-- Data to process --
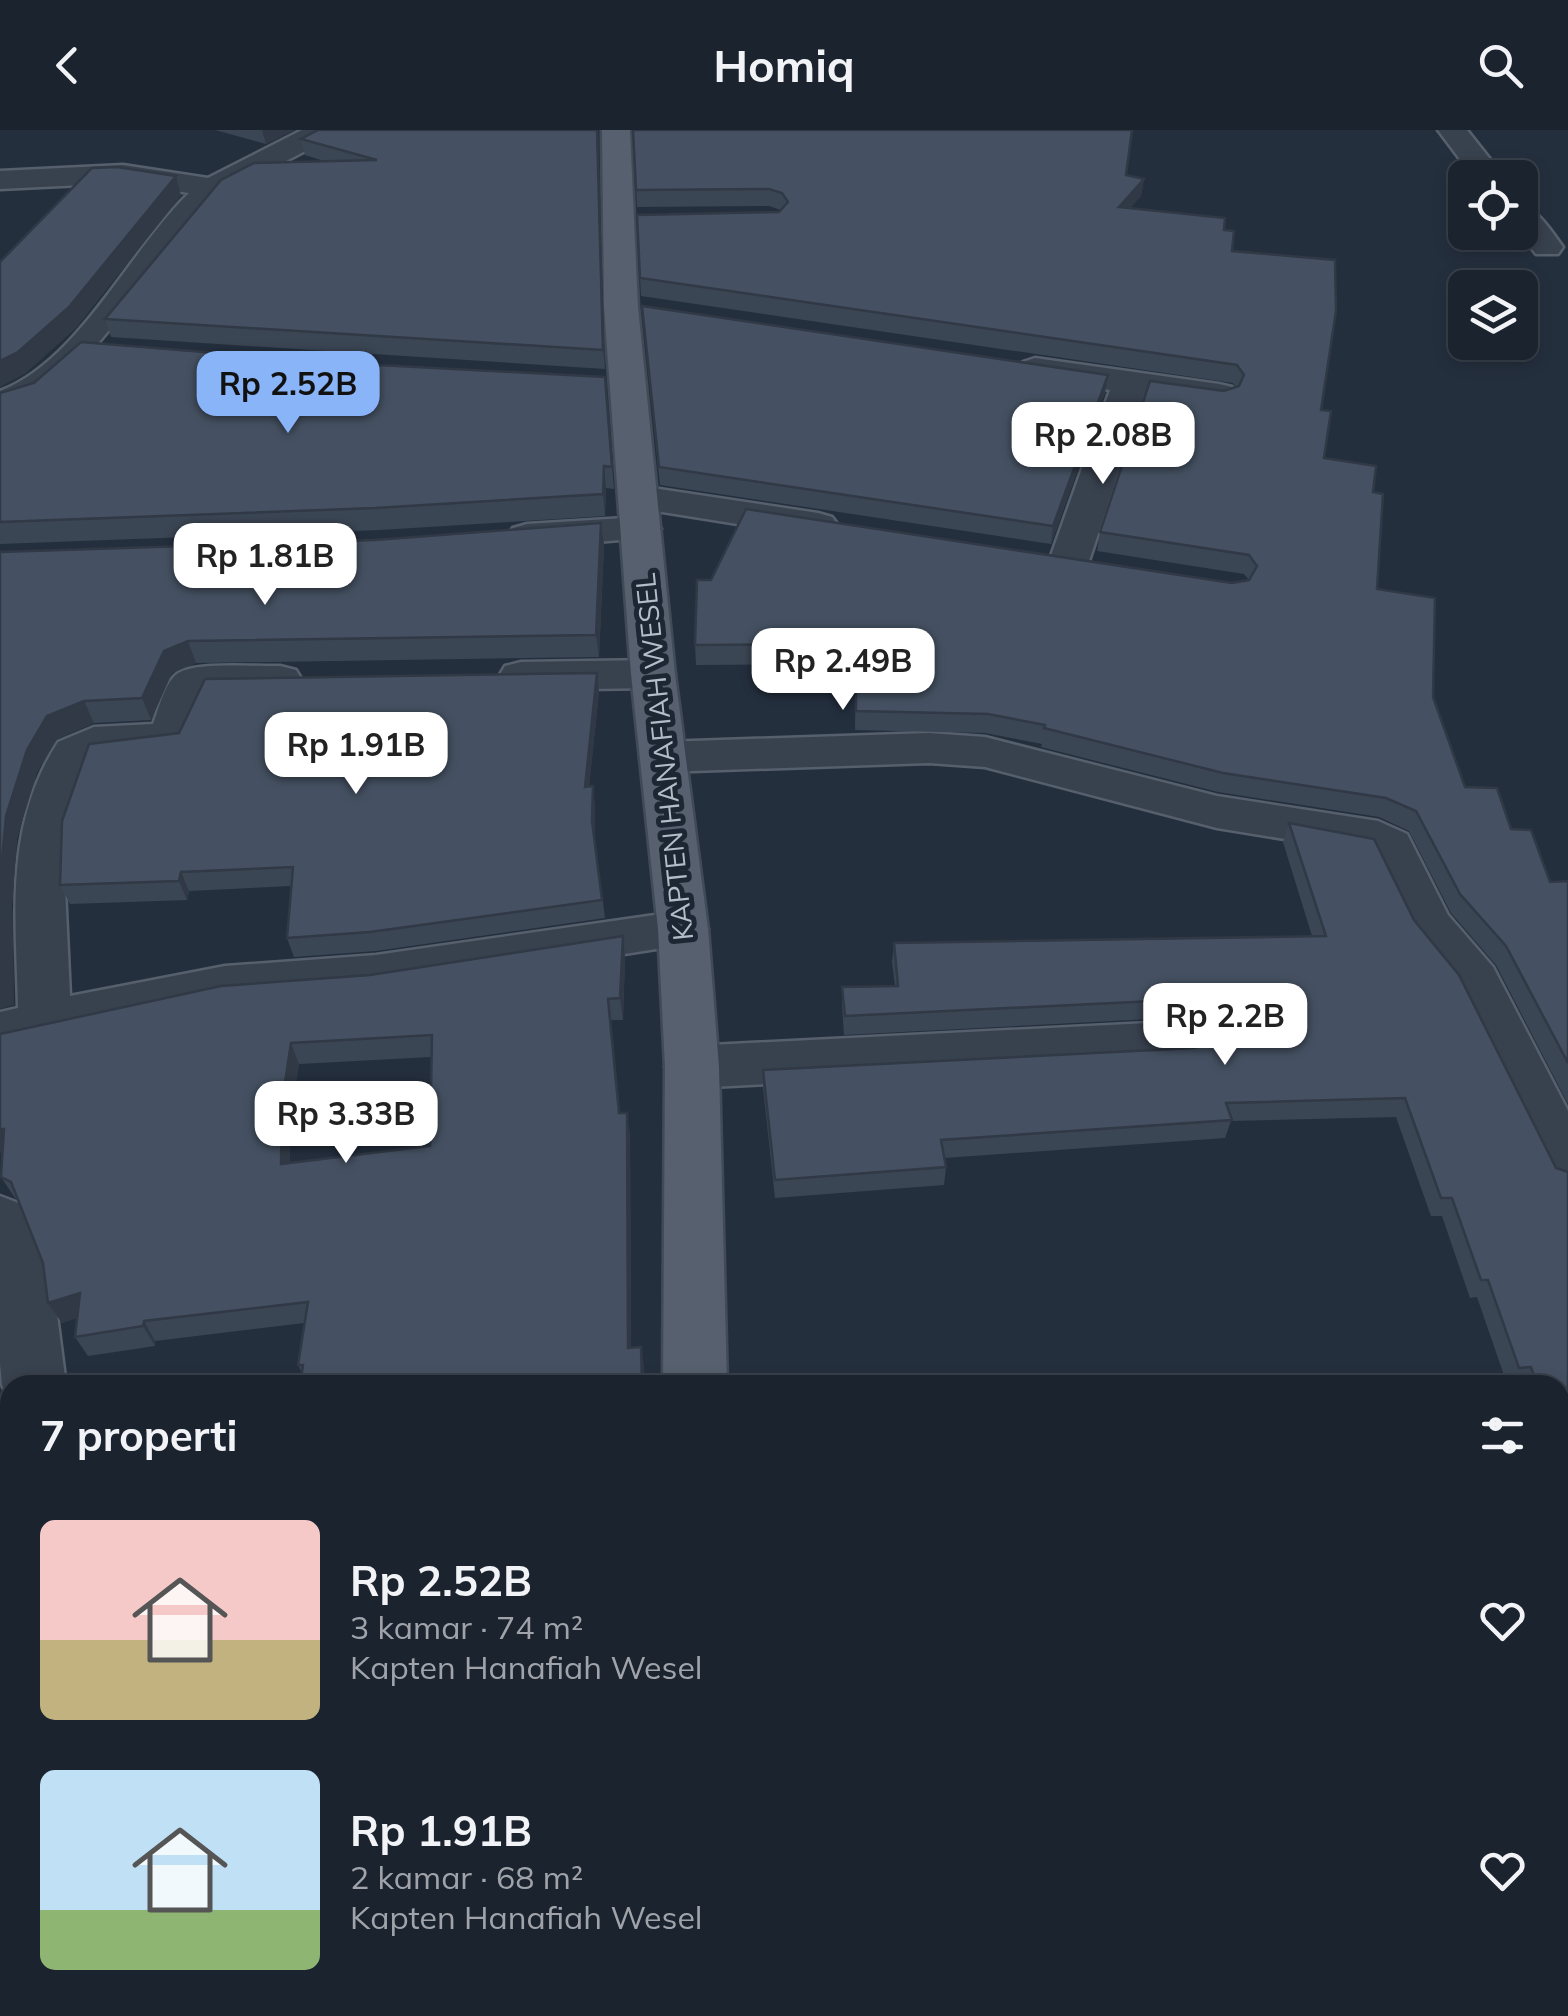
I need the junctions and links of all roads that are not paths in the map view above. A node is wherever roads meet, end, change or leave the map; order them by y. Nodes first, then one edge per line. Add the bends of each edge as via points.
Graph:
1 (324, 130) edge
2 (616, 130) edge
3 (1452, 130) edge
4 (1476, 160) edge
5 (0, 180) edge
6 (212, 188) junction
7 (1538, 236) edge
8 (1548, 248) dead end
9 (79, 348) junction
10 (117, 351) edge
11 (996, 364) edge
12 (1130, 383) junction
13 (1218, 395) edge
14 (0, 404) edge
15 (640, 513) junction
16 (854, 530) edge
17 (499, 538) edge
18 (1067, 564) edge
19 (653, 674) junction
20 (474, 677) edge
21 (315, 680) edge
22 (664, 757) junction
23 (683, 929) junction
24 (22, 1027) edge
25 (1188, 1042) dead end
26 (692, 1066) junction
27 (1568, 1167) edge
28 (0, 1221) edge
29 (33, 1375) edge
30 (694, 1375) edge

1 - 6 street
2 - 15 main road, KAPTEN HANAFIAH WESEL via 637,220 641,310 611,384
3 - 4 street
5 - 6 street via 122,174
6 - 9 street
7 - 8 street
9 - 10 street
9 - 14 street via 27,394
11 - 12 street
12 - 13 street
12 - 18 street
15 - 16 street
15 - 17 street
15 - 19 main road, KAPTEN HANAFIAH WESEL
19 - 20 street
19 - 22 main road, KAPTEN HANAFIAH WESEL
21 - 24 street via 196,681 170,738 94,742 74,753 42,838
22 - 23 main road, KAPTEN HANAFIAH WESEL
22 - 27 street via 985,752 1217,812 1378,838 1390,846 1427,924 1474,981
23 - 24 street via 376,974 225,985
23 - 26 main road, KAPTEN HANAFIAH WESEL
25 - 26 street
26 - 30 main road, KAPTEN HANAFIAH WESEL
28 - 29 street via 23,1284

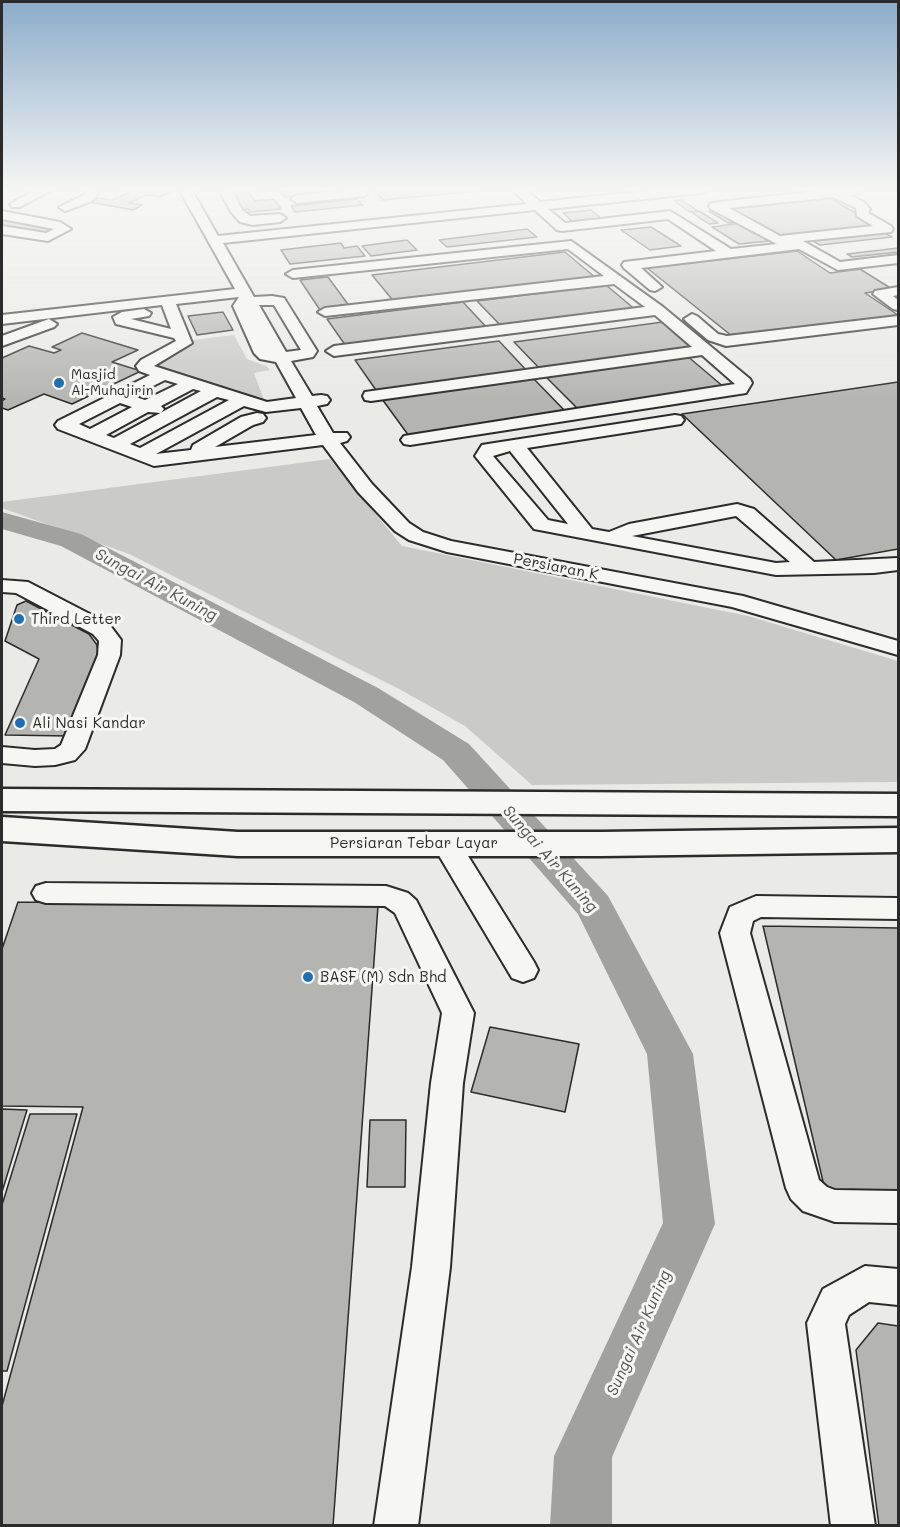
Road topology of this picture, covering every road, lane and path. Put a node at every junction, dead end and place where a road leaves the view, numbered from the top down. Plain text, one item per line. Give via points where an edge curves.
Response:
1 (225, 260) edge
2 (243, 260) edge
3 (425, 260) edge
4 (592, 260) edge
5 (668, 260) edge
6 (828, 260) edge
7 (887, 260) edge
8 (293, 274) dead end
9 (618, 279) junction
10 (898, 291) edge
11 (246, 297) junction
12 (265, 300) junction
13 (664, 302) junction
14 (170, 306) junction
15 (898, 306) edge
16 (325, 312) dead end
17 (126, 315) junction
18 (2, 319) edge
19 (898, 321) edge
20 (181, 334) junction
21 (2, 341) edge
22 (705, 350) junction
23 (334, 351) dead end
24 (303, 363) junction
25 (285, 365) junction
26 (164, 374) junction
27 (192, 383) junction
28 (216, 390) junction
29 (371, 396) dead end
30 (117, 397) junction
31 (244, 399) junction
32 (324, 400) junction
33 (306, 402) junction
34 (147, 406) junction
35 (262, 412) junction
36 (171, 415) junction
37 (675, 420) dead end
38 (198, 424) junction
39 (227, 433) junction
40 (90, 436) junction
41 (334, 437) junction
42 (410, 440) dead end
43 (272, 444) junction
44 (115, 445) junction
45 (515, 445) junction
46 (141, 455) junction
47 (192, 455) junction
48 (586, 534) junction
49 (612, 538) junction
50 (898, 564) edge
51 (810, 569) junction
52 (2, 586) edge
53 (898, 634) edge
54 (898, 648) edge
55 (2, 755) edge
56 (2, 800) edge
57 (898, 805) edge
58 (2, 829) edge
59 (898, 840) edge
60 (453, 842) junction
61 (46, 893) dead end
62 (898, 909) edge
63 (523, 970) dead end
64 (898, 1207) edge
65 (898, 1287) edge
66 (396, 1526) edge
67 (853, 1526) edge

1 - 11 street
2 - 12 street
3 - 8 street
4 - 9 street
5 - 13 street via 629,265
6 - 7 street via 838,266
9 - 13 street
9 - 16 street
10 - 15 street via 879,294
11 - 12 street
11 - 14 street
11 - 25 street via 240,306 262,353
12 - 24 street via 279,302 307,346 309,351
13 - 19 street via 713,337 726,341
13 - 22 street
13 - 23 street
14 - 17 street
14 - 18 street
14 - 20 street
17 - 20 street via 121,321
17 - 21 street via 49,324
20 - 26 street via 182,345 144,366
22 - 29 street
22 - 42 street via 744,383 740,389
24 - 25 street
24 - 32 street, Persiaran K
25 - 33 street, Persiaran K
26 - 27 street
26 - 30 street
27 - 28 street
27 - 34 street
28 - 31 street
28 - 36 street
30 - 34 street
30 - 40 street via 64,425
31 - 35 street
31 - 38 street
32 - 33 street
32 - 41 street, Persiaran K
33 - 35 street
33 - 41 street, Persiaran K
34 - 36 street
34 - 40 street
35 - 39 street
35 - 43 street
36 - 38 street
36 - 44 street
37 - 45 street
38 - 39 street
38 - 46 street
39 - 47 street
40 - 44 street
41 - 43 street
41 - 53 street, Persiaran K via 412,516 441,531 758,593
41 - 54 street, Persiaran K via 365,488 402,527 431,542 735,601
43 - 47 street
44 - 46 street
45 - 48 street
45 - 48 street via 488,449 484,456 541,525
46 - 47 street via 154,460
48 - 49 street
49 - 51 street via 776,569
49 - 51 street via 629,530 737,510 747,513
50 - 51 street
52 - 55 street via 20,586 101,629 110,640 109,655 72,748 55,757
56 - 57 main road
58 - 60 main road, Persiaran Tebar Layar via 208,843
59 - 60 main road, Persiaran Tebar Layar
60 - 63 street
61 - 66 street via 386,896 406,907 458,1013 447,1083 431,1267
62 - 64 street via 756,906 740,915 735,933 804,1188 816,1200 835,1206
65 - 67 street via 865,1284 836,1302 826,1323

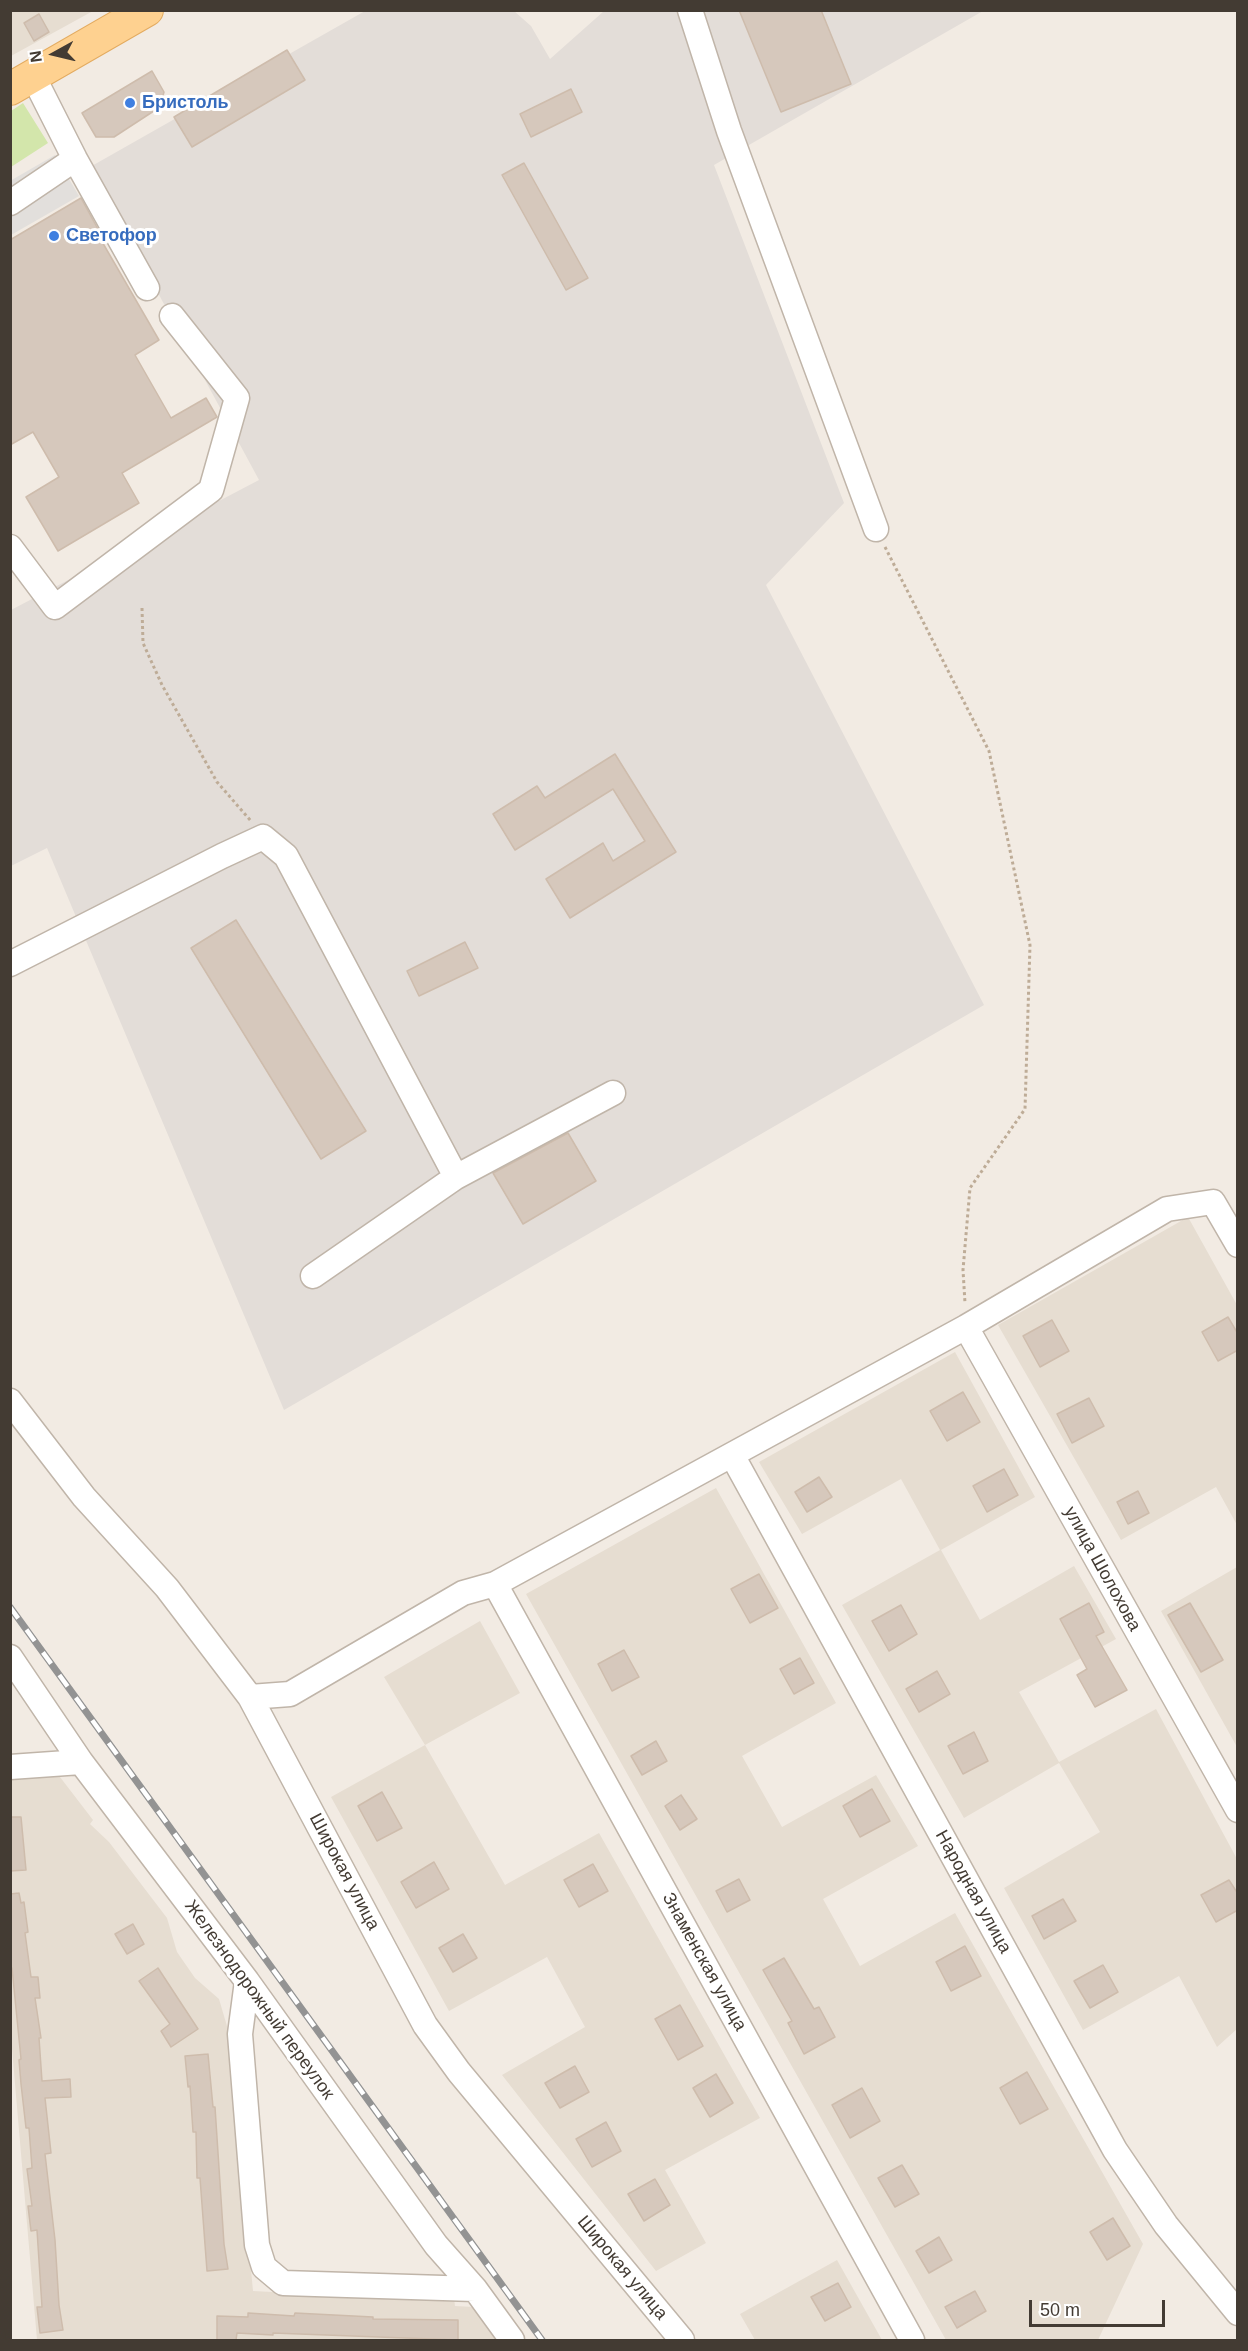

-- Task statement --
Filter the entries down to the lines containing "Layar". Copy each of those lines.

-- Result of this exercise --
58 - 60 main road, Persiaran Tebar Layar via 208,843
59 - 60 main road, Persiaran Tebar Layar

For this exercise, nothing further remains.